Work to be completed => Whenever a picture appears, leave it out while repeating all the other data exactly.

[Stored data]
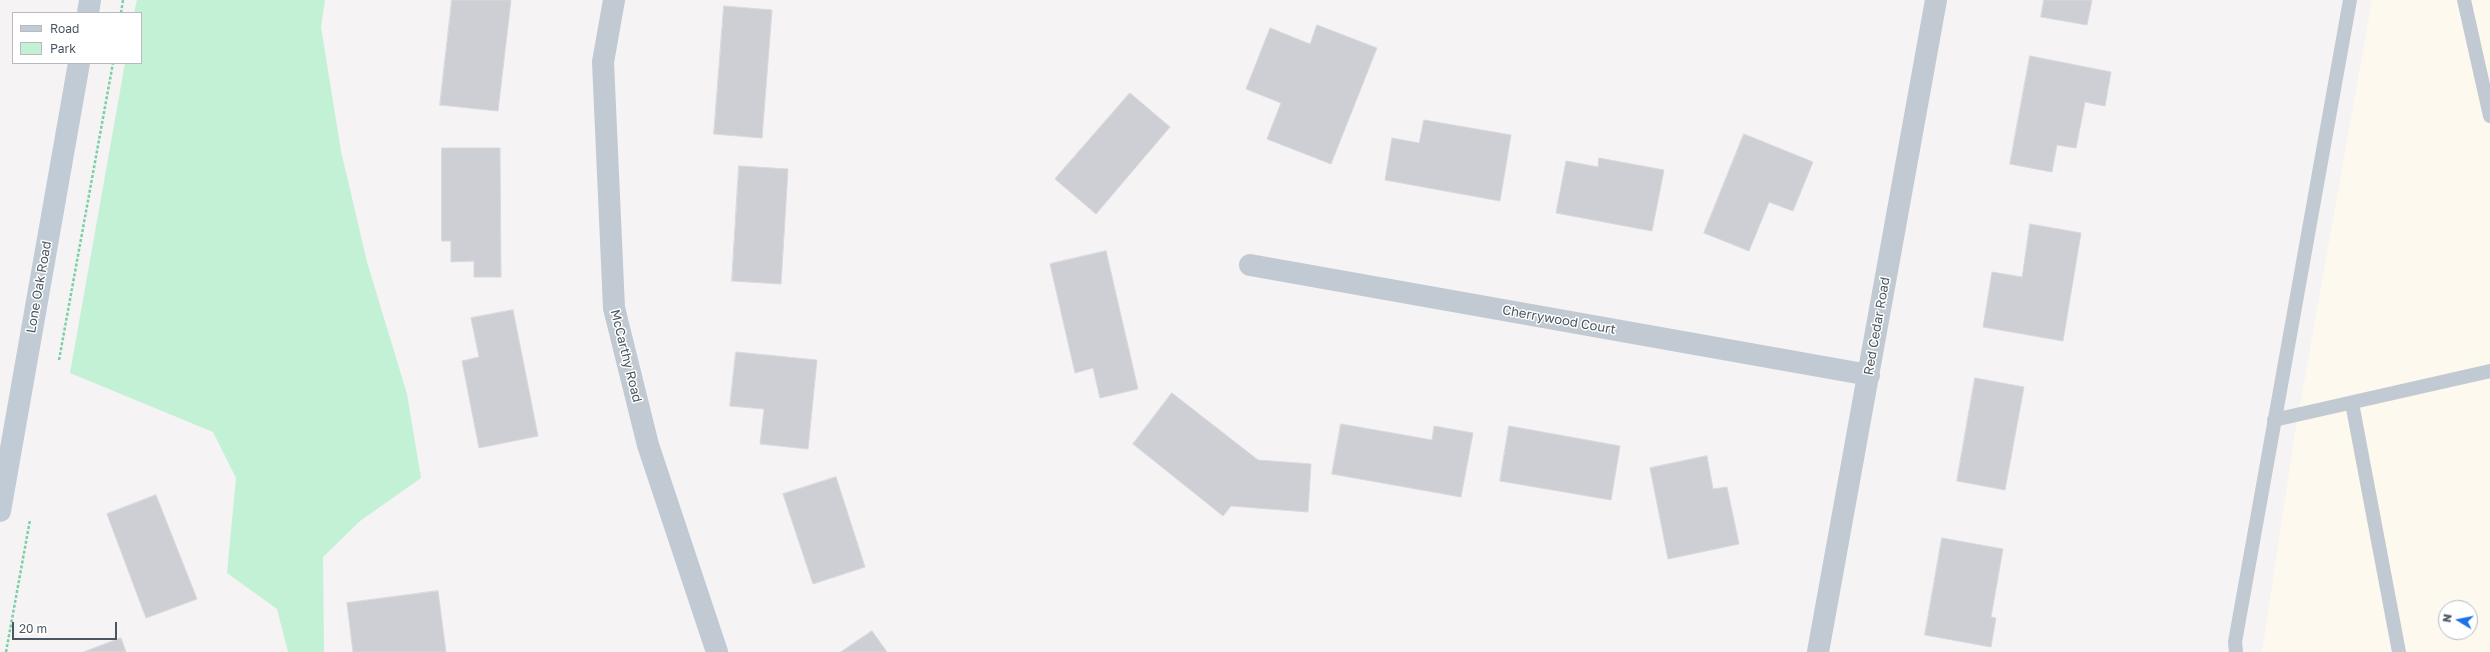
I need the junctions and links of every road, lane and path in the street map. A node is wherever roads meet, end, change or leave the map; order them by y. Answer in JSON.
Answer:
{"nodes":[{"id":1,"x":90,"y":0,"type":"edge"},
{"id":2,"x":124,"y":0,"type":"edge"},
{"id":3,"x":614,"y":0,"type":"edge"},
{"id":4,"x":1936,"y":0,"type":"edge"},
{"id":5,"x":2350,"y":0,"type":"edge"},
{"id":6,"x":2464,"y":0,"type":"edge"},
{"id":7,"x":88,"y":12,"type":"edge"},
{"id":8,"x":121,"y":12,"type":"edge"},
{"id":9,"x":79,"y":64,"type":"edge"},
{"id":10,"x":2490,"y":116,"type":"edge"},
{"id":11,"x":1250,"y":265,"type":"dead end"},
{"id":12,"x":2490,"y":372,"type":"edge"},
{"id":13,"x":1868,"y":375,"type":"junction"},
{"id":14,"x":2352,"y":403,"type":"junction"},
{"id":15,"x":2274,"y":420,"type":"junction"},
{"id":16,"x":0,"y":511,"type":"edge"},
{"id":17,"x":717,"y":652,"type":"edge"},
{"id":18,"x":1818,"y":652,"type":"edge"},
{"id":19,"x":2236,"y":652,"type":"edge"},
{"id":20,"x":2399,"y":652,"type":"edge"}],
"edges":[{"from":1,"to":7,"type":"main road"},
{"from":2,"to":8,"type":"path"},
{"from":3,"to":17,"type":"street","name":"McCarthy Road"},
{"from":4,"to":13,"type":"street","name":"Red Cedar Road"},
{"from":5,"to":15,"type":"lane"},
{"from":6,"to":10,"type":"lane"},
{"from":9,"to":16,"type":"main road","name":"Lone Oak Road"},
{"from":11,"to":13,"type":"street","name":"Cherrywood Court"},
{"from":12,"to":14,"type":"lane"},
{"from":13,"to":18,"type":"street","name":"Red Cedar Road"},
{"from":14,"to":15,"type":"lane"},
{"from":14,"to":20,"type":"lane"},
{"from":15,"to":19,"type":"lane"}]}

Expected answer =>
I need the junctions and links of every road, lane and path in the street map. A node is wherever roads meet, end, change or leave the map; order them by y. Answer in JSON.
Answer:
{"nodes":[{"id":1,"x":90,"y":0,"type":"edge"},
{"id":2,"x":124,"y":0,"type":"edge"},
{"id":3,"x":614,"y":0,"type":"edge"},
{"id":4,"x":1936,"y":0,"type":"edge"},
{"id":5,"x":2350,"y":0,"type":"edge"},
{"id":6,"x":2464,"y":0,"type":"edge"},
{"id":7,"x":88,"y":12,"type":"edge"},
{"id":8,"x":121,"y":12,"type":"edge"},
{"id":9,"x":79,"y":64,"type":"edge"},
{"id":10,"x":2490,"y":116,"type":"edge"},
{"id":11,"x":1250,"y":265,"type":"dead end"},
{"id":12,"x":2490,"y":372,"type":"edge"},
{"id":13,"x":1868,"y":375,"type":"junction"},
{"id":14,"x":2352,"y":403,"type":"junction"},
{"id":15,"x":2274,"y":420,"type":"junction"},
{"id":16,"x":0,"y":511,"type":"edge"},
{"id":17,"x":717,"y":652,"type":"edge"},
{"id":18,"x":1818,"y":652,"type":"edge"},
{"id":19,"x":2236,"y":652,"type":"edge"},
{"id":20,"x":2399,"y":652,"type":"edge"}],
"edges":[{"from":1,"to":7,"type":"main road"},
{"from":2,"to":8,"type":"path"},
{"from":3,"to":17,"type":"street","name":"McCarthy Road"},
{"from":4,"to":13,"type":"street","name":"Red Cedar Road"},
{"from":5,"to":15,"type":"lane"},
{"from":6,"to":10,"type":"lane"},
{"from":9,"to":16,"type":"main road","name":"Lone Oak Road"},
{"from":11,"to":13,"type":"street","name":"Cherrywood Court"},
{"from":12,"to":14,"type":"lane"},
{"from":13,"to":18,"type":"street","name":"Red Cedar Road"},
{"from":14,"to":15,"type":"lane"},
{"from":14,"to":20,"type":"lane"},
{"from":15,"to":19,"type":"lane"}]}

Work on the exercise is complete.